* _Prompt_:
Go through the data and retrieve each line that includes the string "Saint".

* _Data excerpts_:
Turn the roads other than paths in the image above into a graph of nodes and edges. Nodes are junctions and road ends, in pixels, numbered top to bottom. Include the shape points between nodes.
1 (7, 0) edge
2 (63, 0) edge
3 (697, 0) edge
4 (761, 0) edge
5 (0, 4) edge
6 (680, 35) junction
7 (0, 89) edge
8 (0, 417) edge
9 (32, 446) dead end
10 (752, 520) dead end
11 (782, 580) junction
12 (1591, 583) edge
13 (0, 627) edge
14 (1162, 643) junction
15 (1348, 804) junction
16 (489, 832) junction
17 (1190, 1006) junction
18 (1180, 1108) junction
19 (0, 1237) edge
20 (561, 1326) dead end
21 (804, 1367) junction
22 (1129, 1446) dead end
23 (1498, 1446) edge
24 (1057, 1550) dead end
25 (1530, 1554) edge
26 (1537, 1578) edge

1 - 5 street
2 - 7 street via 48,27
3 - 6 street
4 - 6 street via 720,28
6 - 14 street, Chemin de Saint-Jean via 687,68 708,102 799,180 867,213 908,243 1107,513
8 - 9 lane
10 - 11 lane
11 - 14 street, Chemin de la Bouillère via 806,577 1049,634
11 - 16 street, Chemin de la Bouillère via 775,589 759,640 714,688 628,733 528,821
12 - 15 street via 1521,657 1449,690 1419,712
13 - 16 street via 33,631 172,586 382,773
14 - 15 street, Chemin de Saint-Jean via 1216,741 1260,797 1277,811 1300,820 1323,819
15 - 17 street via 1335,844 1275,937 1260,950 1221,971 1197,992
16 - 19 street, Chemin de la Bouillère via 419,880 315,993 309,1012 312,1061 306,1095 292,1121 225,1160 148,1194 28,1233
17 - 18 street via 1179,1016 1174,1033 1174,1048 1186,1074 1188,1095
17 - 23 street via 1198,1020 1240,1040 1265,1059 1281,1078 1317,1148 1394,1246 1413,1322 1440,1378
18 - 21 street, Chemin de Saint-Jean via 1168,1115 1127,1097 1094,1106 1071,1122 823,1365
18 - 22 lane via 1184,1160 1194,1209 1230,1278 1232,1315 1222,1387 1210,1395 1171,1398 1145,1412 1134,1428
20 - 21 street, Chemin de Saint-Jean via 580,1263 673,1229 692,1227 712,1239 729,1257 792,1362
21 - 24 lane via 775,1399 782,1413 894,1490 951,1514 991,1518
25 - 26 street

* _Answer space_:
6 - 14 street, Chemin de Saint-Jean via 687,68 708,102 799,180 867,213 908,243 1107,513
14 - 15 street, Chemin de Saint-Jean via 1216,741 1260,797 1277,811 1300,820 1323,819
18 - 21 street, Chemin de Saint-Jean via 1168,1115 1127,1097 1094,1106 1071,1122 823,1365
20 - 21 street, Chemin de Saint-Jean via 580,1263 673,1229 692,1227 712,1239 729,1257 792,1362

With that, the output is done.